Apartment sales continue to outdo new unit launches across India
For the first time after 2008, residential apartments sold in all four quarters of 2016 were higher than new units launched. Through 1Q2017 too, this trend continued across India, and is expected to last for another couple of quarters even as RERA kicks in and businesses prepare for the implementation of the GST – touted as independent India’s biggest taxation reform.
With traditional cash flows during a project’s life cycle changing due to an evolved policy framework and compliance, developers are busy changing their business models too. This, coupled with slower sales in recent years, has led to the ongoing slowdown in new unit launches. The industry is also witnessing consolidation during recent quarters, which is expected to continue in the coming years.
Comparing these five quarters, the number of units sold vis-à-vis number of new units launched was the highest in 3Q16 – when it exceeded new launches by more than 10,000 units at a pan-India level. In 4Q16, demonetization slowed down speculator activity and from then on, sales have been largely driven by end users. Developers have rediscovered the value of end users and have been right-sizing and right-pricing their offerings accordingly.
What’s happening in the cities?
At a city level, the difference between units sold to units launched is the starkest in Delhi-NCR. Interestingly, the trend is clear across all the metros – Delhi-NCR, Mumbai, Bangalore and Chennai while the difference is negligible in Kolkata. Although the number of new unit launches looks greater than units sold in both Pune and Hyderabad, a closer look reveals the true picture.

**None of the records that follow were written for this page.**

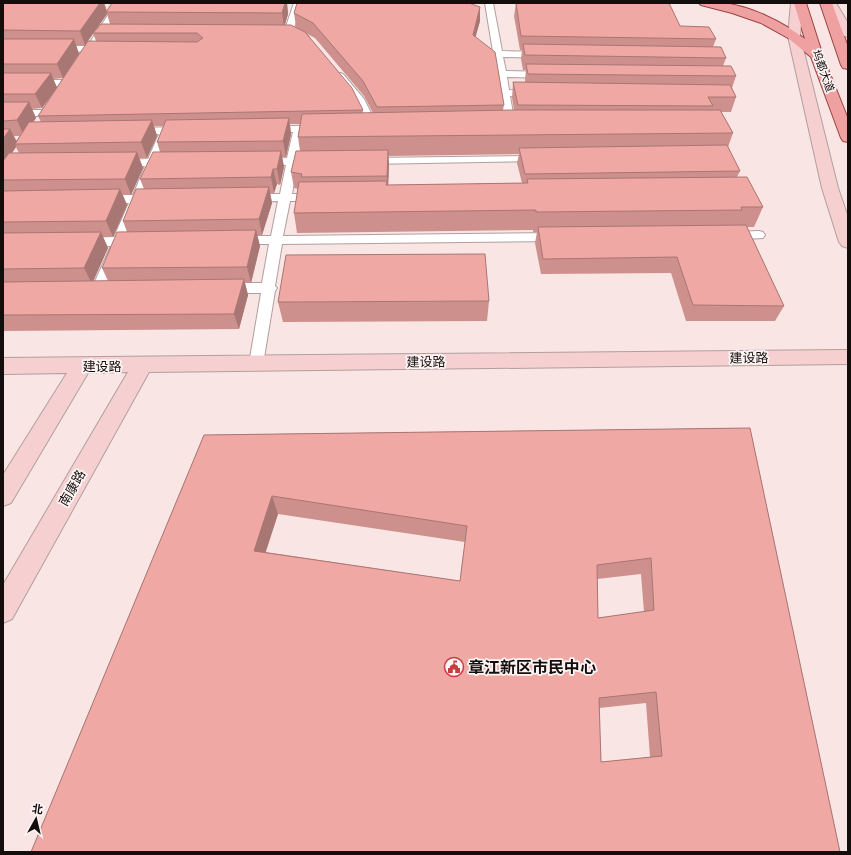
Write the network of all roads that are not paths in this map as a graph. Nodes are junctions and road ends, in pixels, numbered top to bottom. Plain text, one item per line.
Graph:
1 (120, 3) edge
2 (298, 3) edge
3 (489, 3) edge
4 (705, 3) edge
5 (796, 3) edge
6 (800, 3) edge
7 (826, 3) edge
8 (830, 3) edge
9 (848, 31) edge
10 (280, 32) edge
11 (295, 32) junction
12 (794, 36) junction
13 (311, 41) edge
14 (43, 49) edge
15 (91, 49) junction
16 (114, 49) edge
17 (498, 54) junction
18 (552, 55) edge
19 (817, 56) junction
20 (83, 60) edge
21 (847, 62) edge
22 (335, 70) edge
23 (75, 72) edge
24 (501, 74) junction
25 (556, 75) edge
26 (3, 83) edge
27 (68, 83) junction
28 (504, 93) junction
29 (544, 94) edge
30 (60, 95) edge
31 (3, 113) edge
32 (41, 123) edge
33 (510, 125) edge
34 (336, 128) edge
35 (358, 128) edge
36 (260, 129) edge
37 (299, 129) junction
38 (197, 130) edge
39 (119, 131) edge
40 (166, 131) junction
41 (848, 138) edge
42 (546, 159) edge
43 (292, 161) junction
44 (324, 161) edge
45 (356, 161) edge
46 (152, 162) junction
47 (183, 162) edge
48 (253, 162) edge
49 (106, 163) edge
50 (285, 197) junction
51 (332, 197) edge
52 (238, 198) edge
53 (136, 199) junction
54 (167, 199) edge
55 (89, 200) edge
56 (758, 235) dead end
57 (719, 236) edge
58 (569, 237) edge
59 (221, 240) edge
60 (276, 240) junction
61 (150, 241) edge
62 (72, 242) edge
63 (118, 242) junction
64 (848, 242) edge
65 (215, 288) edge
66 (270, 288) junction
67 (113, 289) edge
68 (82, 290) edge
69 (98, 290) junction
70 (848, 356) edge
71 (256, 364) junction
72 (3, 366) edge
73 (82, 366) junction
74 (142, 366) junction
75 (3, 496) edge
76 (3, 610) edge

1 - 15 lane
2 - 11 lane
3 - 17 lane
4 - 12 main road
5 - 12 street
6 - 19 main road, 坞都大道
7 - 21 main road, 坞都大道
8 - 9 street
9 - 21 main road
10 - 11 lane
11 - 13 lane
12 - 19 main road
12 - 64 street
14 - 15 lane
15 - 16 lane
15 - 20 lane
17 - 18 lane
17 - 24 lane
19 - 41 main road, 坞都大道
22 - 35 lane
23 - 27 lane
24 - 25 lane
24 - 28 lane
26 - 27 lane
27 - 30 lane
28 - 29 lane
28 - 33 lane
31 - 32 lane
34 - 37 lane
36 - 37 lane
37 - 43 lane
38 - 40 lane
39 - 40 lane
40 - 46 lane
42 - 45 lane
43 - 44 lane
43 - 48 lane
43 - 50 lane
46 - 47 lane
46 - 49 lane
46 - 53 lane
50 - 51 lane
50 - 52 lane
50 - 60 lane
53 - 54 lane
53 - 55 lane
53 - 63 lane
56 - 57 lane
58 - 60 lane
59 - 60 lane
60 - 66 lane
61 - 63 lane
62 - 63 lane
63 - 69 lane
65 - 66 lane
66 - 71 lane
67 - 69 lane
68 - 69 lane
70 - 71 street, 建设路
71 - 74 street, 建设路
72 - 73 street, 建设路
73 - 74 street, 建设路
73 - 75 street
74 - 76 street, 南康路

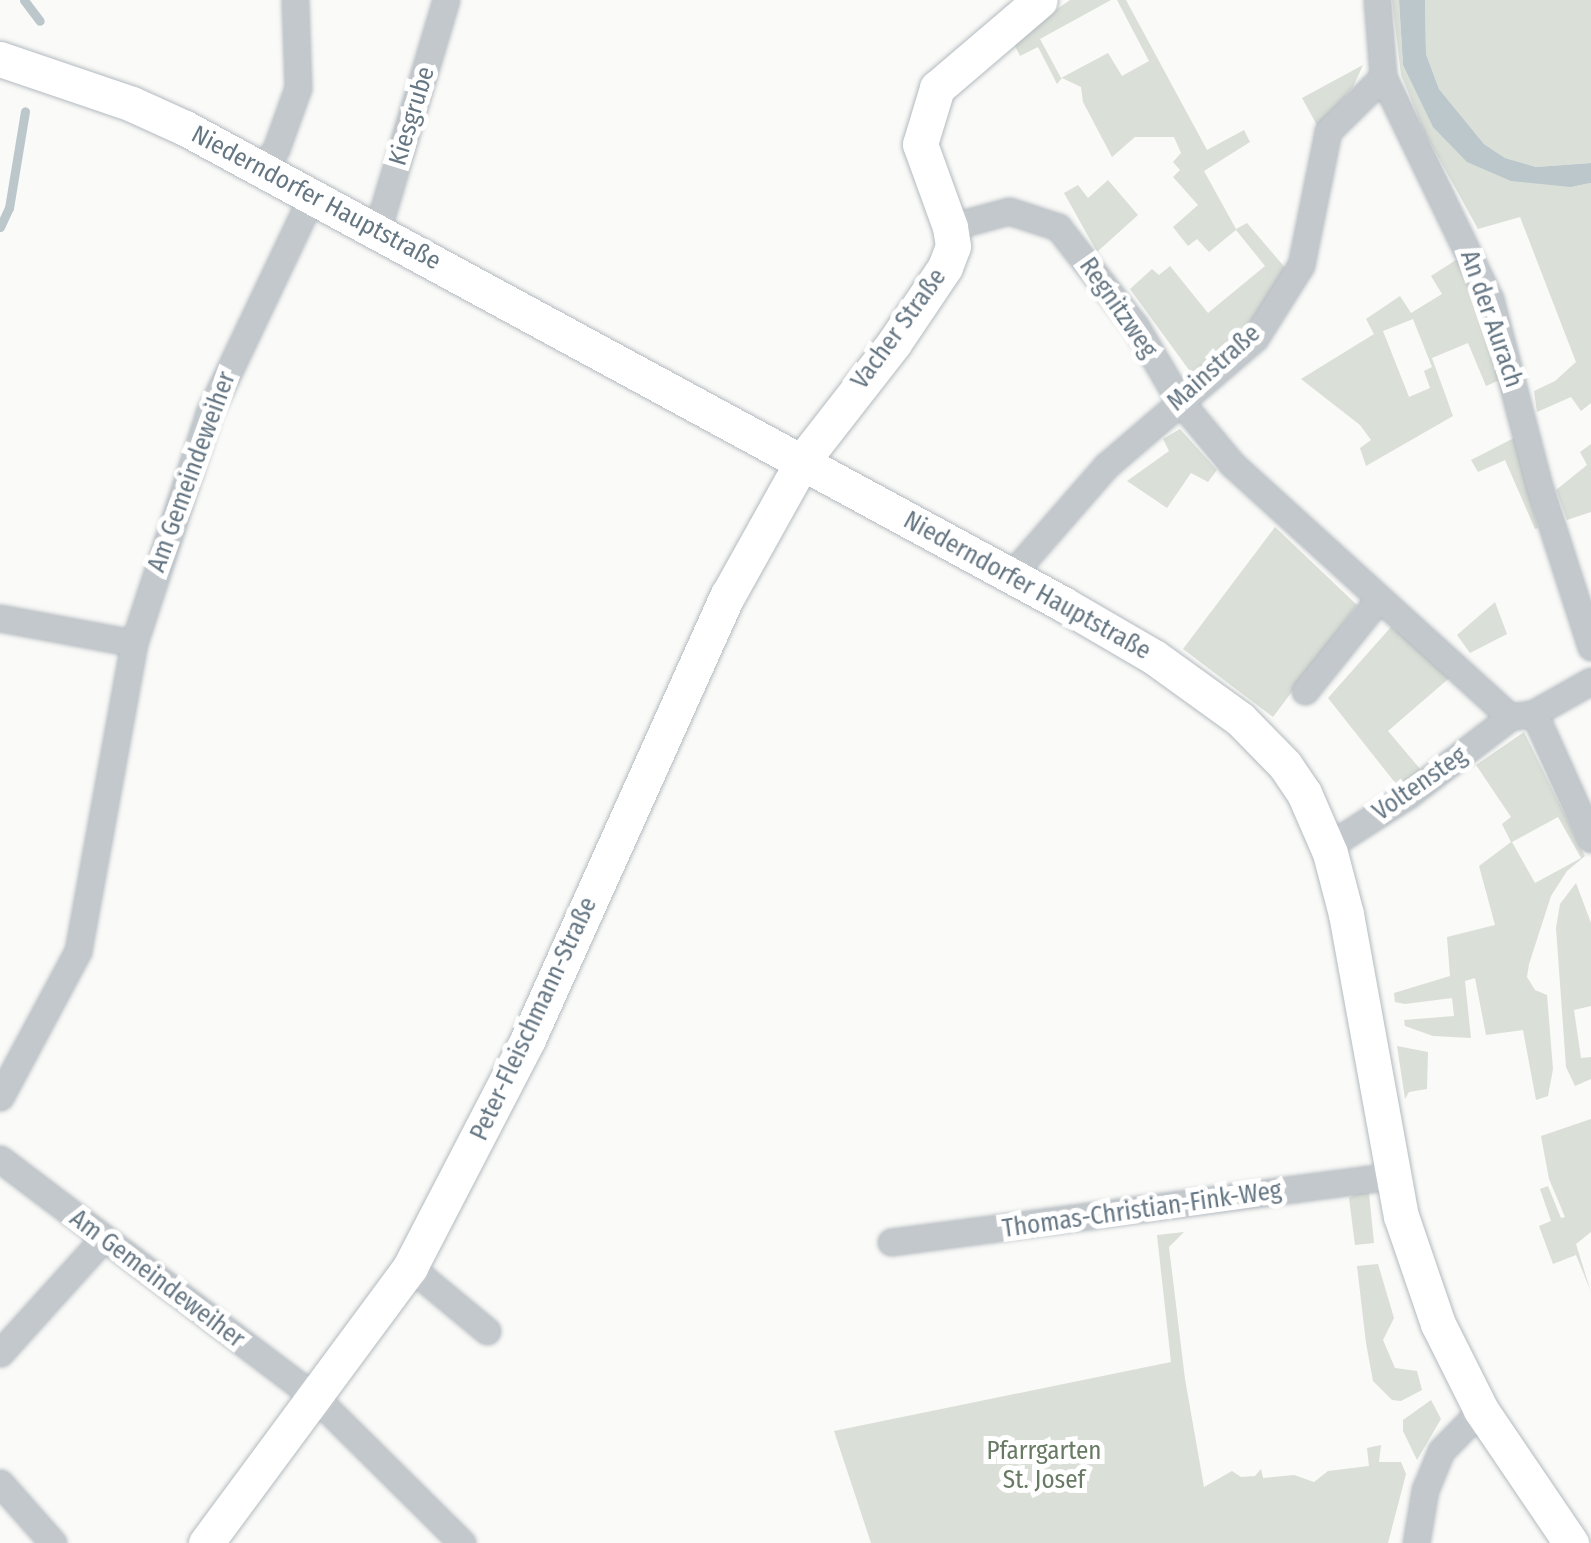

In Pune, even as the units launched reduce marginally every quarter, these are largely situated in projects along the city’s fringe areas having smaller configurations. In Hyderabad, launches are expected to stabilise through 2017 because a significant increase in launches could lead to unsold inventory piling up. Both these markets are expected to align to the pan-India trend in one or two quarters.
In 2008, it was the global financial crisis (GFC) that hit the developers. This time around, however, there is a new reality wherein developers are consciously trying to reduce inventory across cities by gradually reducing the number of launches and markets are maturing due to the emerging supply-demand realities as well as the changing policy framework.